* **WHAT TO WORK ON**
Filter the material, keeping only lines with the word "pinky".

+++

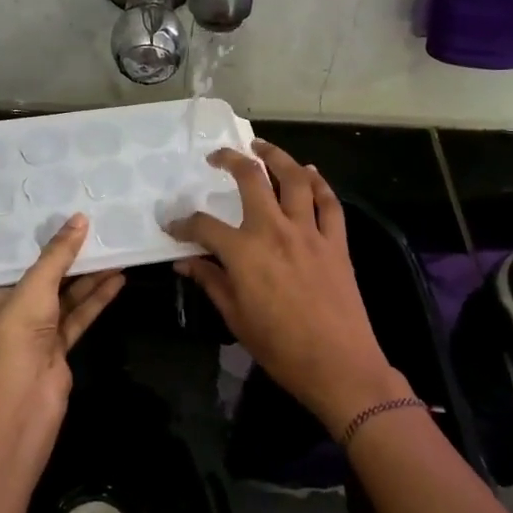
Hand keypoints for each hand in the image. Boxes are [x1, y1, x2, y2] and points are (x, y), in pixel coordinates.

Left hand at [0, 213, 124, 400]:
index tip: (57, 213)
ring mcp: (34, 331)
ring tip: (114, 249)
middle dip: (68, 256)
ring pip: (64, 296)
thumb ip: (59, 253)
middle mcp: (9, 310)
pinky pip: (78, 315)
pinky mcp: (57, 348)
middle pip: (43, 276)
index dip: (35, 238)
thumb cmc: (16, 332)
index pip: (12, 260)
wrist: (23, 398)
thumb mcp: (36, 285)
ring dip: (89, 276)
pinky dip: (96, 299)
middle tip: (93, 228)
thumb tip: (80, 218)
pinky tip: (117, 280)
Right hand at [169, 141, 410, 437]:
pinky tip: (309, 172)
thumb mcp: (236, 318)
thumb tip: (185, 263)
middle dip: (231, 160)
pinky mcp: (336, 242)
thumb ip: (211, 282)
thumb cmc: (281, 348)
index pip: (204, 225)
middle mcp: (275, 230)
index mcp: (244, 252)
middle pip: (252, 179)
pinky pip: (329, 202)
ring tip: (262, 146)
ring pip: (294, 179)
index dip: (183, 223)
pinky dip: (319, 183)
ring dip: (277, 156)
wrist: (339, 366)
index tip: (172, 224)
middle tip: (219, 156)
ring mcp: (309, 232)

+++

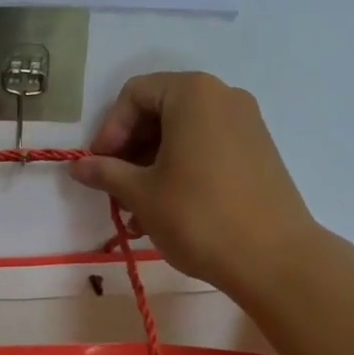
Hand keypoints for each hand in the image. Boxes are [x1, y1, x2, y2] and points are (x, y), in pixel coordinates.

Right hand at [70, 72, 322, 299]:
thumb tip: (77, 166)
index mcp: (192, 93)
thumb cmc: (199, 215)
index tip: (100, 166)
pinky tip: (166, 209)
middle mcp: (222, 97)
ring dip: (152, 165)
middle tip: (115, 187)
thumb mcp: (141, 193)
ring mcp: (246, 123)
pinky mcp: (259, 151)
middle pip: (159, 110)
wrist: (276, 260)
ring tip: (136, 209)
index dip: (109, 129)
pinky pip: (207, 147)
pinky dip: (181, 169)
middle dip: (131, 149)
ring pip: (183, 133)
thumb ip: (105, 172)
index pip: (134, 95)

+++

* **SOLUTION**
pinky pip: (78, 315)
pinky mcp: (57, 348)
pinky dip: (96, 299)
pinky tip: (117, 280)
pinky tip: (309, 172)
pinky mcp: (336, 242)
pinky pip: (329, 202)
pinky dip: (319, 183)
pinky tip: (166, 209)
pinky mcp: (259, 151)
pinky pip: (207, 147)
pinky dip: (181, 169)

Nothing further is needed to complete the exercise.